I studied film production before digital took over, taught video production, went back to finish my degree after 30 years in the industry and decided on a B.A. in law with a film and tv minor. My University offered similar classes that focused on the history of Hollywood and Silicon Valley, but "Internet Giants" was the class that was missing.

This class will prepare you for the evolution of the media industry that will inevitably happen, take it from a guy who used to make movies before computers!

By Philip A

Oct 22, 2020

This was a fantastic course. Having studied Copyright Law and generalized IP Law while in law school, I can also comfortably say that this is a great supplement to those courses and really does a nice job expanding upon what you learn in those other courses. Easily digestible and clearly presented, I definitely recommend this course for the lay person and the law grad. It's definitely not a blow-off; you have to study and it's a lot of work, but well worth the time it takes to complete it.

By Robert D

Sep 8, 2015

Excellent, well-prepared and engaging lectures by an admirable and personable performer. Cogent and clear presentations, with links to original documents that are most assuredly worth taking a look at, if you are interested in the emergence of the "Internet Giants" (Google, Microsoft, etc.) and the ways in which their emergence interplays with the law (patent, copyright, interactions with the FTC and other regulatory agencies, legal frameworks that structure business in general). Superb.

By Pierre L P

Jan 21, 2021

Super overview of the law and economics of media platforms with an excellent teacher, narrator, and entertaining speaker. This course is as global as deep to understand History, literally, with personal comments and humour and a great professional attitude. I recommend this course for those who want to understand how simplex is our world and how Giants are conquering both the world and our attention, playing with legal limits and ethic. I'll come back to it later, again.

By Larry L E

Jan 8, 2017

Excellent. Instructor delivers in conversational tone and with many examples and excerpts. The recommended reading list, with links to most items, is worth the time spent on them. I have lived and worked in the tech world through the primary eras he discusses, 60's to today, and seeing the legal issues affecting the development and use of emerging technologies has been enlightening.

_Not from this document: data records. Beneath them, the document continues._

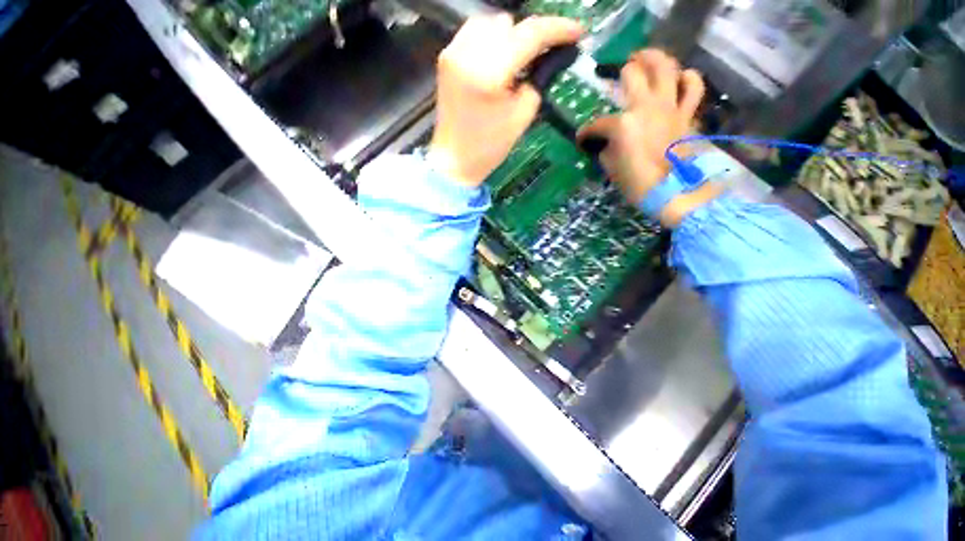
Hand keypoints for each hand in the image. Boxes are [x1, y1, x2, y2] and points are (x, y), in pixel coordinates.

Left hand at [429, 15, 583, 186]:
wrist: (455, 161)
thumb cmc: (488, 148)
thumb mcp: (522, 117)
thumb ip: (538, 81)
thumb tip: (550, 56)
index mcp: (488, 73)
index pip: (529, 34)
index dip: (558, 29)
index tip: (577, 32)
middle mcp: (467, 53)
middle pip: (510, 23)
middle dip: (531, 36)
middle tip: (542, 56)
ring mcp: (453, 52)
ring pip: (491, 22)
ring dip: (510, 36)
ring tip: (516, 62)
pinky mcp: (447, 57)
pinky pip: (474, 31)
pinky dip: (491, 39)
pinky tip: (497, 61)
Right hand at [578, 50, 718, 225]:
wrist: (674, 192)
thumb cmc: (638, 184)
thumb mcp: (611, 169)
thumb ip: (606, 150)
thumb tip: (605, 143)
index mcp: (622, 124)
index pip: (596, 124)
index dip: (586, 133)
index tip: (582, 140)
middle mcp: (645, 106)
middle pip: (633, 73)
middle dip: (621, 73)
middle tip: (618, 74)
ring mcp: (669, 106)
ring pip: (666, 67)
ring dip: (655, 58)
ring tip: (647, 58)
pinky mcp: (686, 114)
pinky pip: (693, 87)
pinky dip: (688, 79)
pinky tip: (680, 79)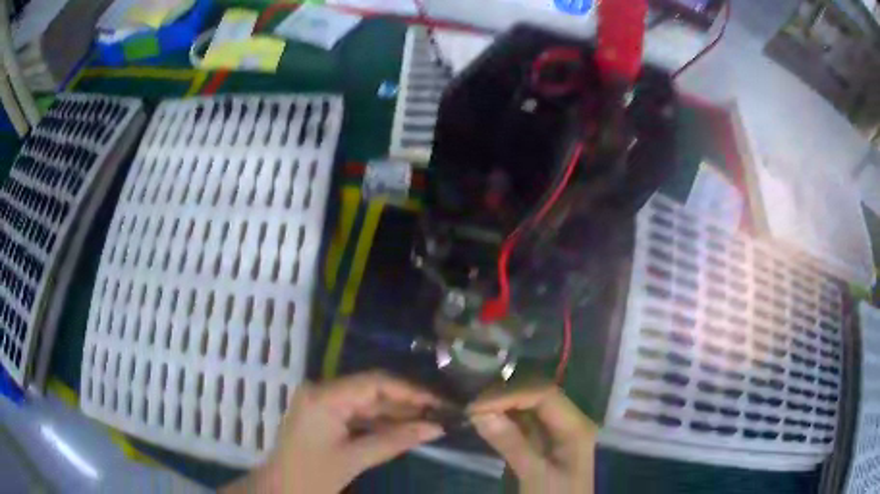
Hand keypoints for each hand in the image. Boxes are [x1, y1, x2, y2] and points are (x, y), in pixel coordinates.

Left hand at [226, 371, 444, 493]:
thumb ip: (396, 440)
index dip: (410, 391)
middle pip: (371, 390)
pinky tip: (404, 429)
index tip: (439, 402)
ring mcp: (322, 402)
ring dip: (396, 413)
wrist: (279, 491)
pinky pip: (358, 413)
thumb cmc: (312, 477)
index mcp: (324, 397)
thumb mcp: (355, 459)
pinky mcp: (324, 415)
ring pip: (367, 402)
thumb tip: (436, 428)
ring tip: (429, 421)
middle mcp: (322, 391)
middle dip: (406, 402)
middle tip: (440, 413)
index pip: (374, 382)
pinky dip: (380, 422)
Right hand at [470, 385, 596, 493]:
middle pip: (539, 395)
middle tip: (471, 404)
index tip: (476, 406)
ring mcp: (558, 431)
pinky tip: (486, 420)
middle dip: (505, 396)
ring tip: (474, 409)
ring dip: (503, 405)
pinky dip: (505, 418)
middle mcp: (570, 420)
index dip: (510, 395)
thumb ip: (511, 444)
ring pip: (530, 406)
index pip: (544, 394)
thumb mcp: (535, 476)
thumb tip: (479, 413)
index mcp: (576, 426)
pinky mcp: (546, 442)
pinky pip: (525, 421)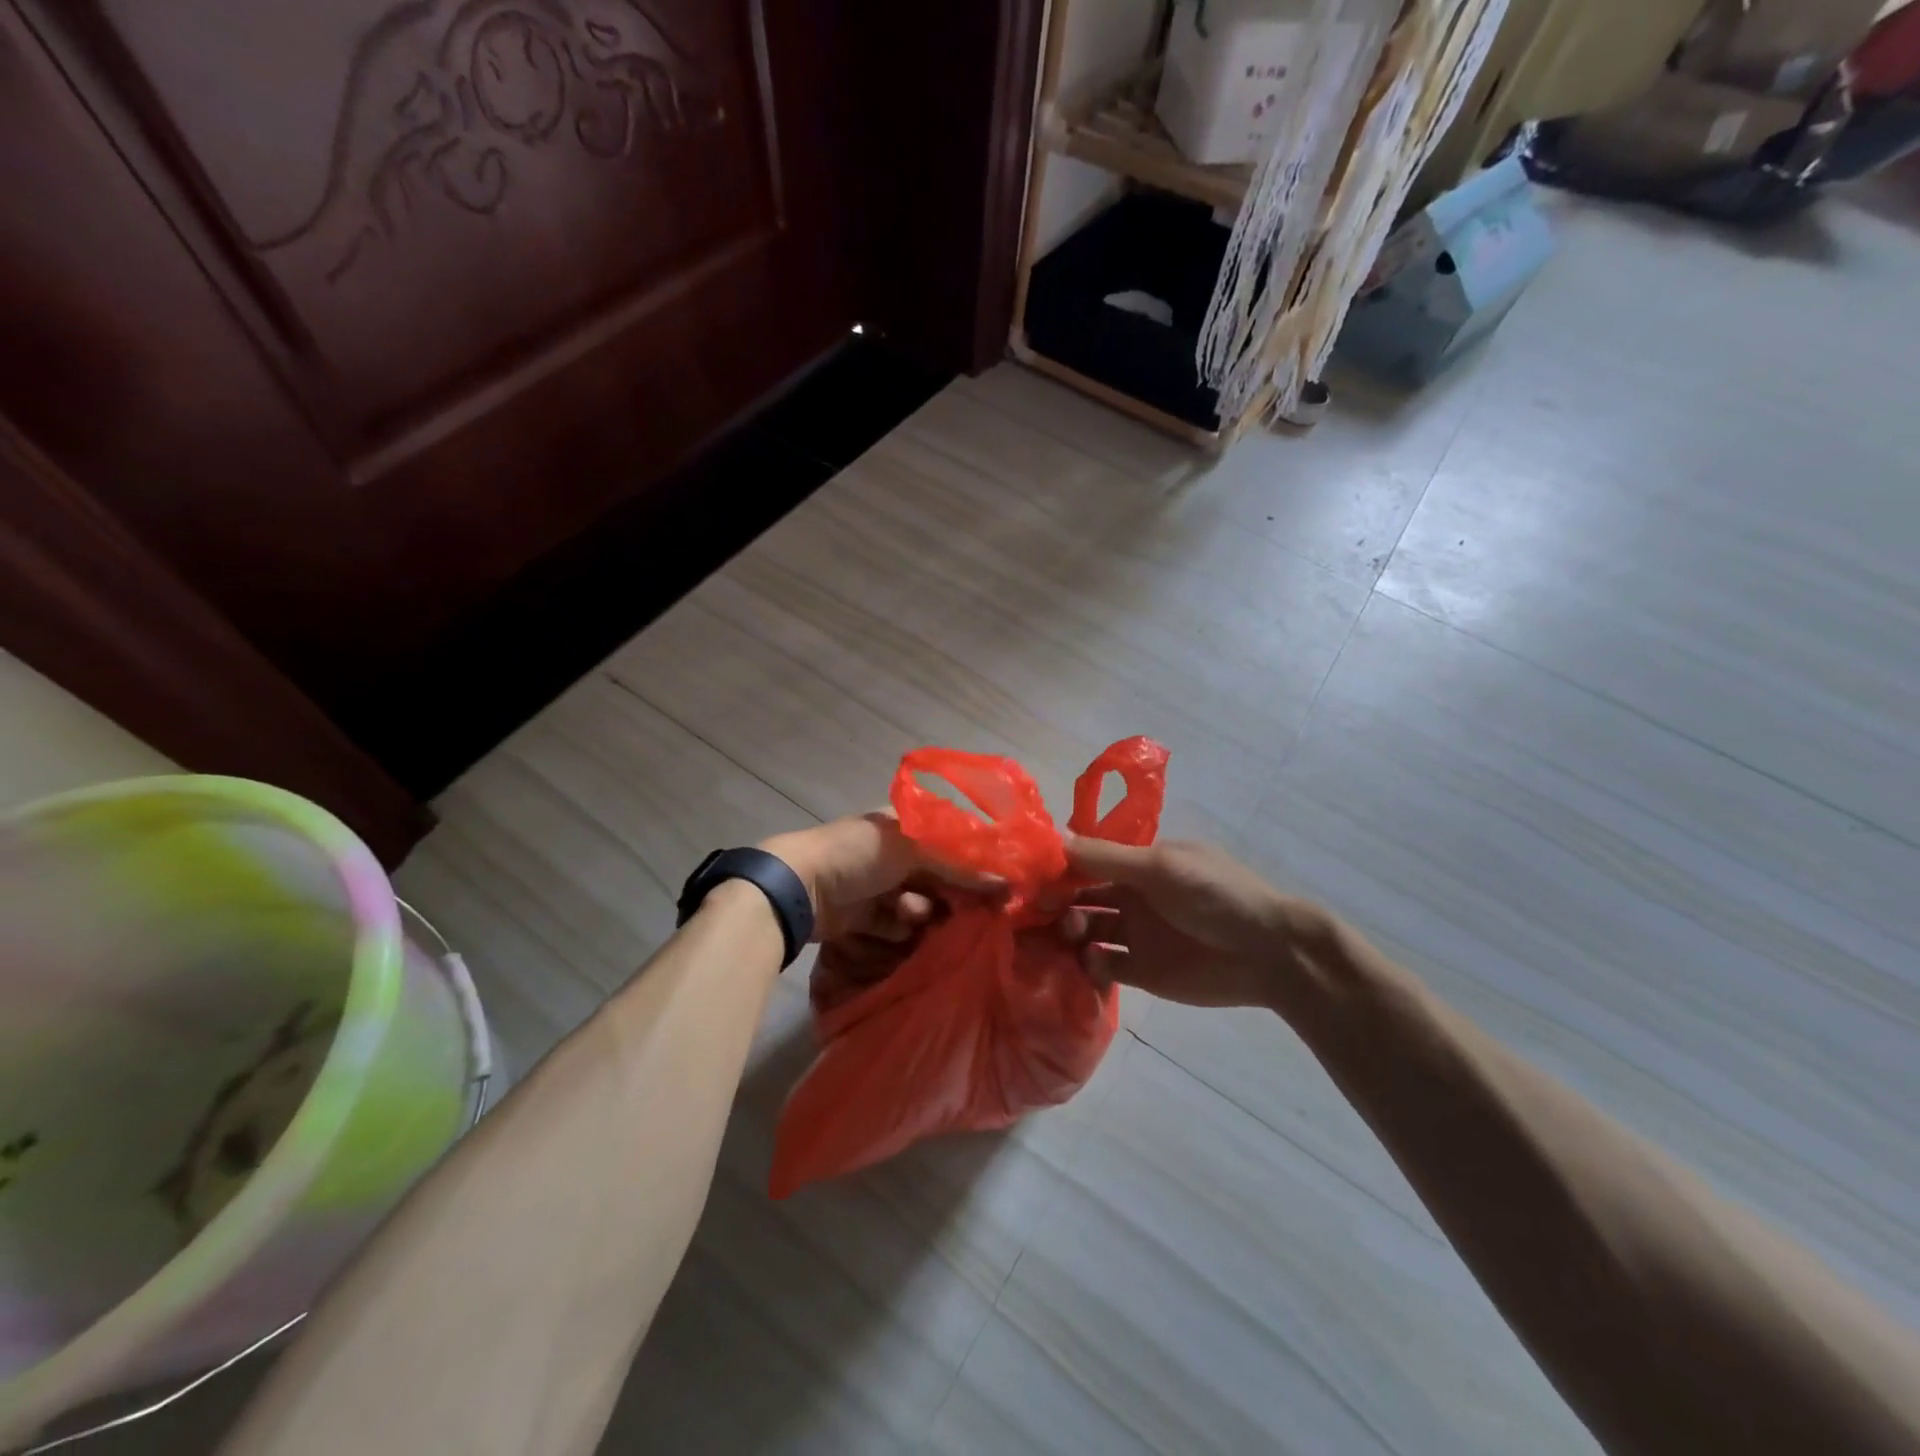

I would be interested in seeing this approach applied to matters of privacy and security.

By Andrea G

Jul 25, 2020

Great course!!! I think it is of great value that researchers and professors of this level share their knowledge in such an open way. I love to contribute to the development of this learning platform by just "buying" the course certificate. It's really a minor contribution compared to the value of the course, but I feel as it is my way to sustain this effort.

Professor Picker, it would be great to get the follow-up update course! :)

Thanks again!

Andrea Giacobbe

By David K

May 29, 2019

Truly great content taught by a truly great teacher. If you're interested in the intersection of law and technology, this course will provide you with foundational knowledge of the various topics at issue in the space. This includes antitrust, telecommunications, and intellectual property law. I'm glad I discovered the course and that I stuck with it till the very end. Thank you Randal Picker and all those involved in curriculum development and production!

By Jesse V

Feb 2, 2020

This was an excellent course! Mr. Picker was engaging and entertaining as well as a true subject matter expert. The course was challenging and absolutely required attention in order to pass. Lots of the topics are not comprehensively covered and found by Goolging-this course's cohesive structure provided a tremendous amount of relevant information on the topics covered. The workload of over 3 hours per week required dedication, but it was well worth it.

By Debayan B

Nov 14, 2020

I am very thankful to have received the opportunity to complete this wonderful course. Professor Picker manages to present the complicated issues and questions in a remarkably simple manner, and coming from a non-Economics background I can confidently say my knowledge of antitrust and competition law has been enriched and I've truly been provided a window from which to understand all these complex issues. My thanks to everyone who made this possible!


Mar 18, 2020

Hi Professor Randy,

This is Timothy from Kenya. I loved the course content and how it was delivered. The information was eye-opening and I learned a lot about how the American judicial system works. How the tech giants began and their various journies was enjoyable to listen to and learn from. Looking forward to more content from you. Thank you for taking the time to do this and I wish you well in all you do. God Bless you!!